▶ [AIM OF THE TASK] Return all the entries below exactly, except for the images they hold.
** Opening DATA block **
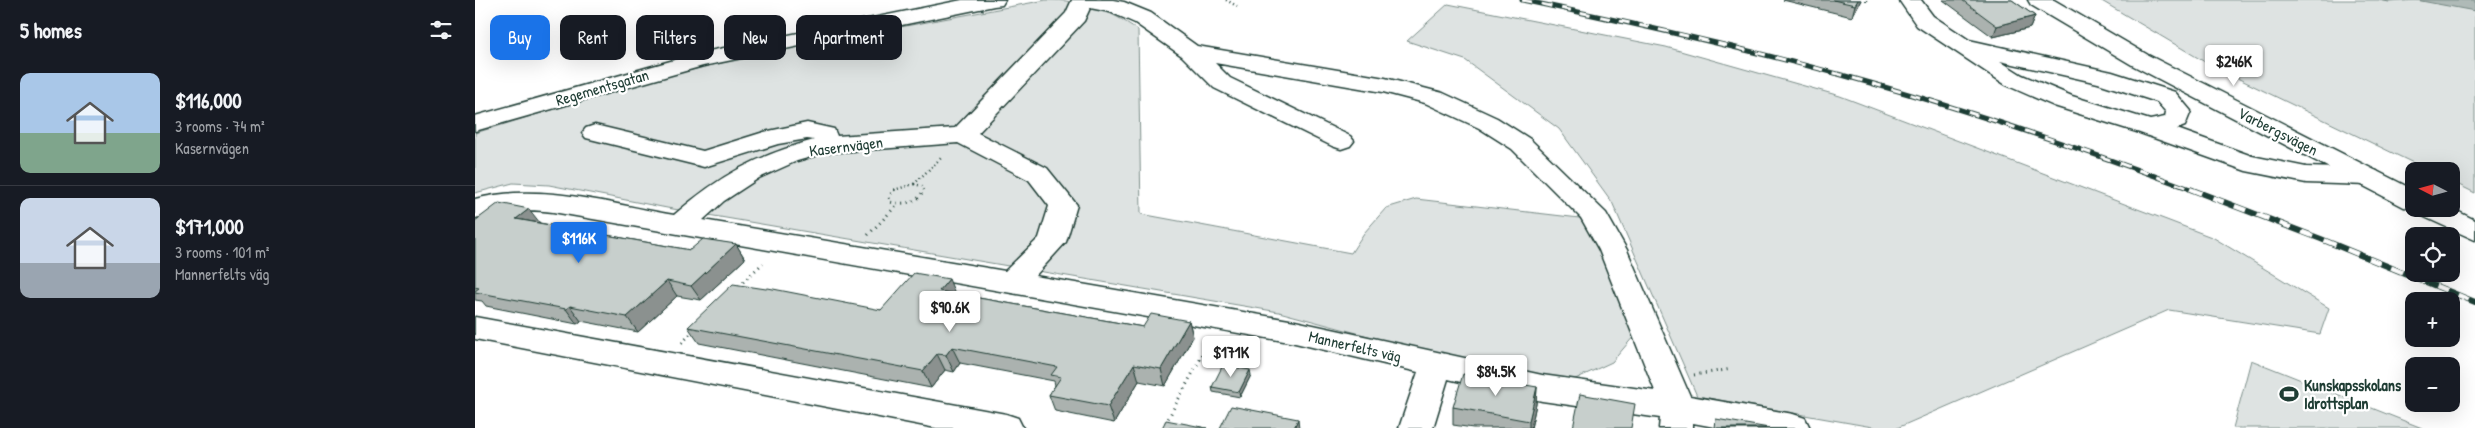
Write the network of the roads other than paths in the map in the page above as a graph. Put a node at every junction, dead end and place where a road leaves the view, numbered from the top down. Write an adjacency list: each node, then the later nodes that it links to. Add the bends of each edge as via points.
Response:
1 (994, 0): 7 (street, Regementsgatan, via 699,60)
2 (1083, 0): 6 (street, via 1116,7 1143,18); 10 (street, via 1076,16)
3 (1910, 0): 5 (street, via 1925,21)
4 (2039, 0): 13 (street, Varbergsvägen, via 2140,60)
5 (1961, 45): 8 (street, via 2014,80 2063,101); 8 (street, via 2104,77 2166,97 2179,111 2176,121)
6 (1190, 51): 11 (street, via 1222,83); 22 (street, via 1385,85 1434,98 1488,123 1521,144 1592,213 1613,250)
7 (475, 124)
8 (2149, 128): 13 (street, via 2245,163 2305,175)
9 (595, 133): 12 (street, via 704,159 773,137 807,131 825,134)
10 (961, 135): 12 (street, Kasernvägen); 19 (street, via 1038,174 1063,205 1052,242)
11 (1341, 141)
12 (824, 145): 17 (street, Kasernvägen, via 788,155 750,172 714,195)
13 (2367, 178): 14 (street, Varbergsvägen)
14 (2405, 196)
15 (475, 208): 17 (street, via 499,201 525,199)
16 (2448, 218): 18 (street)
17 (681, 224): 19 (street, Mannerfelts väg)
18 (2475, 231)
19 (1012, 282): 21 (street, Mannerfelts väg, via 1295,332)
20 (475, 328): 23 (street)
21 (1436, 364): 22 (street, Mannerfelts väg, via 1542,388); 24 (street)
22 (1673, 405): 25 (street)
23 (1006, 428)
24 (1416, 428)
25 (1793, 428)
** Closing DATA block **
▶ [RESULT OF THE EXERCISE]
Write the network of the roads other than paths in the map in the page above as a graph. Put a node at every junction, dead end and place where a road leaves the view, numbered from the top down. Write an adjacency list: each node, then the later nodes that it links to. Add the bends of each edge as via points.
Response:
1 (994, 0): 7 (street, Regementsgatan, via 699,60)
2 (1083, 0): 6 (street, via 1116,7 1143,18); 10 (street, via 1076,16)
3 (1910, 0): 5 (street, via 1925,21)
4 (2039, 0): 13 (street, Varbergsvägen, via 2140,60)
5 (1961, 45): 8 (street, via 2014,80 2063,101); 8 (street, via 2104,77 2166,97 2179,111 2176,121)
6 (1190, 51): 11 (street, via 1222,83); 22 (street, via 1385,85 1434,98 1488,123 1521,144 1592,213 1613,250)
7 (475, 124)
8 (2149, 128): 13 (street, via 2245,163 2305,175)
9 (595, 133): 12 (street, via 704,159 773,137 807,131 825,134)
10 (961, 135): 12 (street, Kasernvägen); 19 (street, via 1038,174 1063,205 1052,242)
11 (1341, 141)
12 (824, 145): 17 (street, Kasernvägen, via 788,155 750,172 714,195)
13 (2367, 178): 14 (street, Varbergsvägen)
14 (2405, 196)
15 (475, 208): 17 (street, via 499,201 525,199)
16 (2448, 218): 18 (street)
17 (681, 224): 19 (street, Mannerfelts väg)
18 (2475, 231)
19 (1012, 282): 21 (street, Mannerfelts väg, via 1295,332)
20 (475, 328): 23 (street)
21 (1436, 364): 22 (street, Mannerfelts väg, via 1542,388); 24 (street)
22 (1673, 405): 25 (street)
23 (1006, 428)
24 (1416, 428)
25 (1793, 428)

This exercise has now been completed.